I am in the middle of editing a manuscript that I really like. It's fast-paced, with a good lead character, some well-defined supporting people, and plenty of twists and turns. It's a mystery, but it's pushing into the thriller category.
I just hit the halfway mark and it hit me: I'm editing pulp, and I'm loving it.
I can't say I've ever made a study of pulp. A quick scan of the Internet shows me that there are sites devoted to worshipping it. Just from some fast reading, I think the term originated with magazines and short stories (alas, a dying art due to lack of a market, or marketing), but I think we can safely say that some of the mystery greats proudly and unapologetically wrote pulp.
The thing is, pulp is fun. The in-your-face hero(ine), the exotic setting (often of the seamy underbelly variety), the plot turns, betrayals, and dramatic deaths: These elements combine to tell a good story that keeps the reader turning the pages.

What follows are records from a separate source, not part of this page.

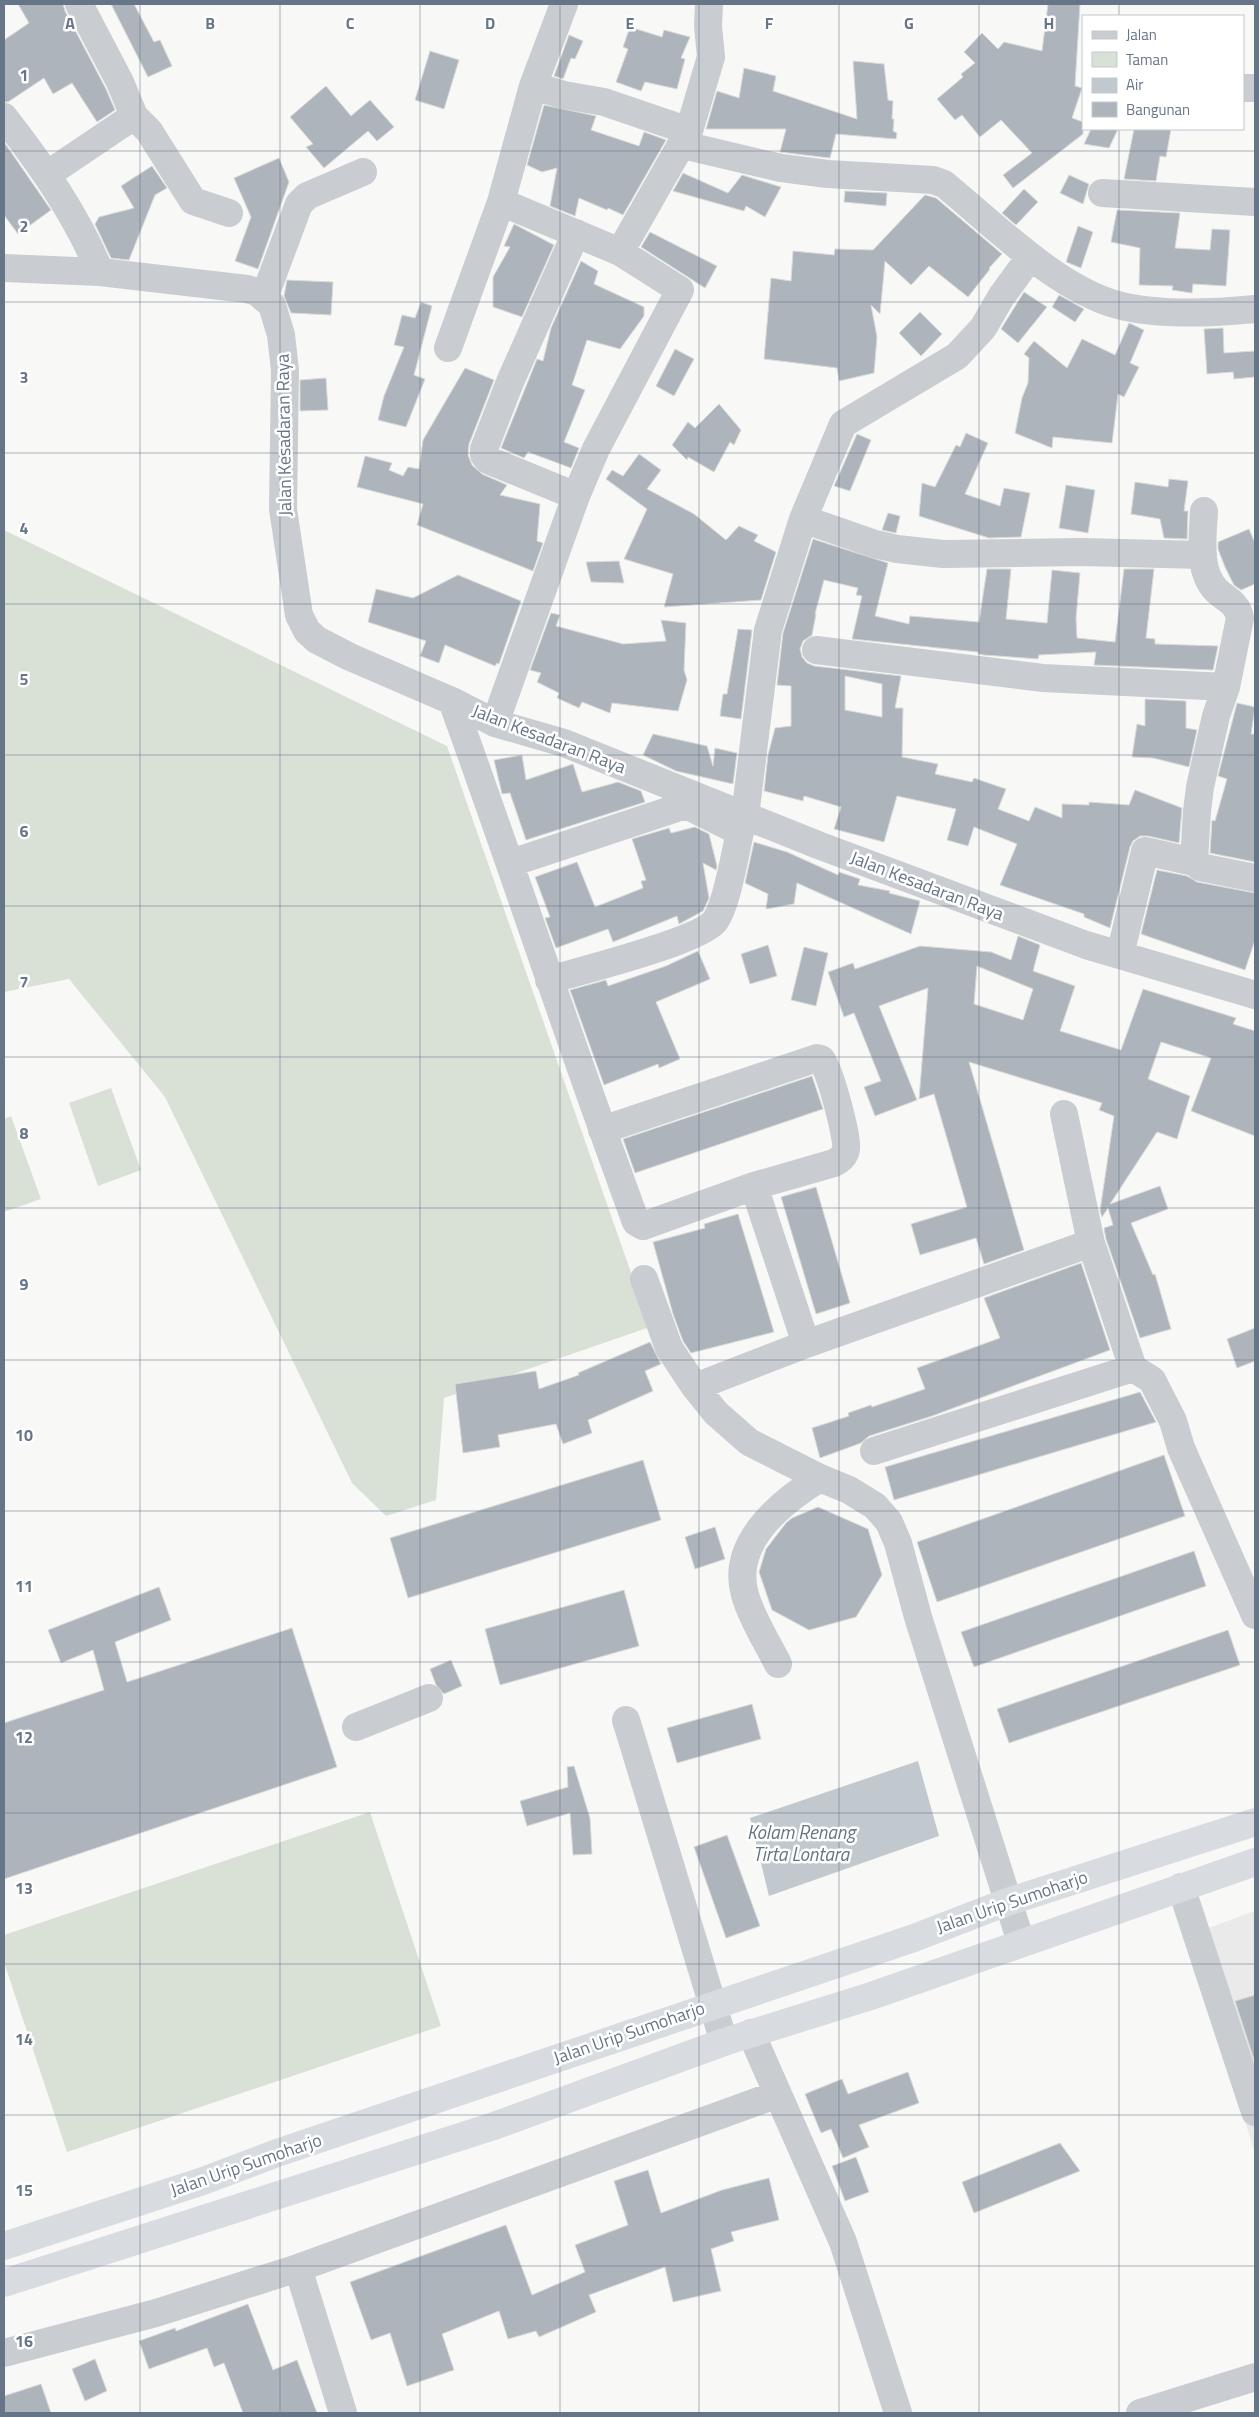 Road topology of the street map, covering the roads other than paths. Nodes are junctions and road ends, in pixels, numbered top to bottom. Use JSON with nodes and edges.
{"nodes":[{"id":1,"x":79,"y":4,"type":"edge"},
{"id":2,"x":564,"y":4,"type":"edge"},
{"id":3,"x":709,"y":4,"type":"edge"},
{"id":4,"x":533,"y":86,"type":"junction"},
{"id":5,"x":134,"y":116,"type":"junction"},
{"id":6,"x":4,"y":117,"type":"edge"},
{"id":7,"x":686,"y":138,"type":"junction"},
{"id":8,"x":363,"y":172,"type":"dead end"},
{"id":9,"x":48,"y":174,"type":"junction"},
{"id":10,"x":1102,"y":193,"type":"dead end"},
{"id":11,"x":501,"y":202,"type":"junction"},
{"id":12,"x":1255,"y":202,"type":"edge"},
{"id":13,"x":229,"y":213,"type":"dead end"},
{"id":14,"x":576,"y":233,"type":"junction"},
{"id":15,"x":620,"y":252,"type":"junction"},
{"id":16,"x":1030,"y":257,"type":"junction"},
{"id":17,"x":4,"y":268,"type":"edge"},
{"id":18,"x":100,"y":272,"type":"junction"},
{"id":19,"x":264,"y":298,"type":"junction"},
{"id":20,"x":1255,"y":309,"type":"edge"},
{"id":21,"x":448,"y":348,"type":"dead end"},
{"id":22,"x":576,"y":496,"type":"junction"},
{"id":23,"x":1204,"y":511,"type":"dead end"},
{"id":24,"x":803,"y":518,"type":"junction"},
{"id":25,"x":1203,"y":555,"type":"junction"},
{"id":26,"x":816,"y":650,"type":"dead end"},
{"id":27,"x":1226,"y":687,"type":"junction"},
{"id":28,"x":452,"y":701,"type":"junction"},
{"id":29,"x":495,"y":722,"type":"junction"},
{"id":30,"x":745,"y":816,"type":"junction"},
{"id":31,"x":1194,"y":862,"type":"junction"},
{"id":32,"x":511,"y":864,"type":"junction"},
{"id":33,"x":1255,"y":878,"type":"edge"},
{"id":34,"x":1120,"y":956,"type":"junction"},
{"id":35,"x":549,"y":980,"type":"junction"},
{"id":36,"x":1255,"y":995,"type":"edge"},
{"id":37,"x":1064,"y":1114,"type":"dead end"},
{"id":38,"x":602,"y":1130,"type":"junction"},
{"id":39,"x":754,"y":1186,"type":"junction"},
{"id":40,"x":1091,"y":1244,"type":"junction"},
{"id":41,"x":644,"y":1279,"type":"dead end"},
{"id":42,"x":806,"y":1344,"type":"junction"},
{"id":43,"x":1132,"y":1368,"type":"junction"},
{"id":44,"x":694,"y":1387,"type":"junction"},
{"id":45,"x":874,"y":1451,"type":"dead end"},
{"id":46,"x":820,"y":1478,"type":"junction"},
{"id":47,"x":1255,"y":1616,"type":"edge"},
{"id":48,"x":778,"y":1664,"type":"dead end"},
{"id":49,"x":429,"y":1698,"type":"dead end"},
{"id":50,"x":626,"y":1720,"type":"dead end"},
{"id":51,"x":356,"y":1727,"type":"dead end"},
{"id":52,"x":1255,"y":1822,"type":"edge"},
{"id":53,"x":1255,"y":1862,"type":"edge"},
{"id":54,"x":1181,"y":1887,"type":"junction"},
{"id":55,"x":1007,"y":1902,"type":"junction"},
{"id":56,"x":1021,"y":1942,"type":"junction"},
{"id":57,"x":714,"y":2005,"type":"junction"},
{"id":58,"x":751,"y":2033,"type":"junction"},
{"id":59,"x":724,"y":2042,"type":"junction"},
{"id":60,"x":778,"y":2094,"type":"junction"},
{"id":61,"x":1255,"y":2112,"type":"edge"},
{"id":62,"x":278,"y":2153,"type":"junction"},
{"id":63,"x":292,"y":2191,"type":"junction"},
{"id":64,"x":4,"y":2246,"type":"edge"},
{"id":65,"x":298,"y":2268,"type":"junction"},
{"id":66,"x":4,"y":2283,"type":"edge"},
{"id":67,"x":4,"y":2354,"type":"edge"},
{"id":68,"x":1255,"y":2377,"type":"edge"},
{"id":69,"x":343,"y":2413,"type":"edge"},
{"id":70,"x":898,"y":2413,"type":"edge"},
{"id":71,"x":1140,"y":2413,"type":"edge"}],
"edges":[{"from":1,"to":5,"type":"street"},
{"from":2,"to":4,"type":"street"},
{"from":3,"to":7,"type":"street"},
{"from":4,"to":7,"type":"street"},
{"from":4,"to":11,"type":"street"},
{"from":5,"to":9,"type":"street"},
{"from":5,"to":13,"type":"street"},
{"from":6,"to":9,"type":"street"},
{"from":7,"to":15,"type":"street"},
{"from":7,"to":16,"type":"street"},
{"from":8,"to":19,"type":"street"},
{"from":9,"to":18,"type":"street"},
{"from":10,"to":12,"type":"street"},
{"from":11,"to":14,"type":"street"},
{"from":11,"to":21,"type":"street"},
{"from":14,"to":15,"type":"street"},
{"from":14,"to":22,"type":"street"},
{"from":15,"to":22,"type":"street"},
{"from":16,"to":20,"type":"street"},
{"from":16,"to":24,"type":"street"},
{"from":17,"to":18,"type":"street"},
{"from":18,"to":19,"type":"street"},
{"from":19,"to":28,"type":"street","name":"Jalan Kesadaran Raya"},
{"from":22,"to":29,"type":"street"},
{"from":23,"to":25,"type":"street"},
{"from":24,"to":25,"type":"street"},
{"from":24,"to":30,"type":"street"},
{"from":25,"to":27,"type":"street"},
{"from":26,"to":27,"type":"street"},
{"from":27,"to":31,"type":"street"},
{"from":28,"to":29,"type":"street","name":"Jalan Kesadaran Raya"},
{"from":28,"to":32,"type":"street"},
{"from":29,"to":30,"type":"street","name":"Jalan Kesadaran Raya"},
{"from":30,"to":34,"type":"street","name":"Jalan Kesadaran Raya"},
{"from":31,"to":33,"type":"street"},
{"from":31,"to":34,"type":"street"},
{"from":32,"to":35,"type":"street"},
{"from":32,"to":35,"type":"street"},
{"from":34,"to":36,"type":"street","name":"Jalan Kesadaran Raya"},
{"from":35,"to":38,"type":"street"},
{"from":37,"to":40,"type":"street"},
{"from":38,"to":39,"type":"street"},
{"from":38,"to":39,"type":"street"},
{"from":39,"to":42,"type":"street"},
{"from":40,"to":42,"type":"street"},
{"from":40,"to":43,"type":"street"},
{"from":41,"to":44,"type":"street"},
{"from":42,"to":44,"type":"street"},
{"from":43,"to":45,"type":"street"},
{"from":43,"to":47,"type":"street"},
{"from":44,"to":46,"type":"street"},
{"from":46,"to":48,"type":"street"},
{"from":46,"to":55,"type":"street"},
{"from":49,"to":51,"type":"street"},
{"from":50,"to":57,"type":"street"},
{"from":52,"to":55,"type":"highway","name":"Jalan Urip Sumoharjo"},
{"from":53,"to":54,"type":"highway","name":"Jalan Urip Sumoharjo"},
{"from":54,"to":56,"type":"highway","name":"Jalan Urip Sumoharjo"},
{"from":54,"to":61,"type":"street"},
{"from":55,"to":56,"type":"street"},
{"from":55,"to":57,"type":"highway","name":"Jalan Urip Sumoharjo"},
{"from":56,"to":58,"type":"highway","name":"Jalan Urip Sumoharjo"},
{"from":57,"to":59,"type":"street"},
{"from":57,"to":62,"type":"highway","name":"Jalan Urip Sumoharjo"},
{"from":58,"to":59,"type":"highway","name":"Jalan Urip Sumoharjo"},
{"from":58,"to":60,"type":"street"},
{"from":59,"to":63,"type":"highway","name":"Jalan Urip Sumoharjo"},
{"from":60,"to":65,"type":"street"},
{"from":60,"to":70,"type":"street"},
{"from":62,"to":63,"type":"highway"},
{"from":62,"to":64,"type":"highway","name":"Jalan Urip Sumoharjo"},
{"from":63,"to":66,"type":"highway","name":"Jalan Urip Sumoharjo"},
{"from":65,"to":67,"type":"street"},
{"from":65,"to":69,"type":"street"},
{"from":68,"to":71,"type":"street"}]}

I've heard the term "pulp" used dismissively, but I think that's a mistake. Maybe the stories (novels) are a little over the top, but the pulp I like is well written and nicely executed. There's a spareness to pulp that prevents a book from seeming padded or overstaying its welcome. In the manuscript I'm editing, I'm marveling at the way the writer has kept the pace going, chapter after chapter, with no flights of fancy, no self-indulgence (well, maybe a little, but that's getting edited out), no literary aspiration. And I'm having a lot of fun with it.
I realize that a lot of the writers I've recommended here on Mysterious Matters in recent months, including people like Wallace Stroby, are a bit pulpy, in the best way. Of course, when this particular book gets published, I doubt we'll use the word "pulp" anywhere in the publicity. The connotations, I think, are just too old-fashioned and would cause the mass market to dismiss it with condescension.
But I'm having a renewed appreciation for pulp... and wanted to share it.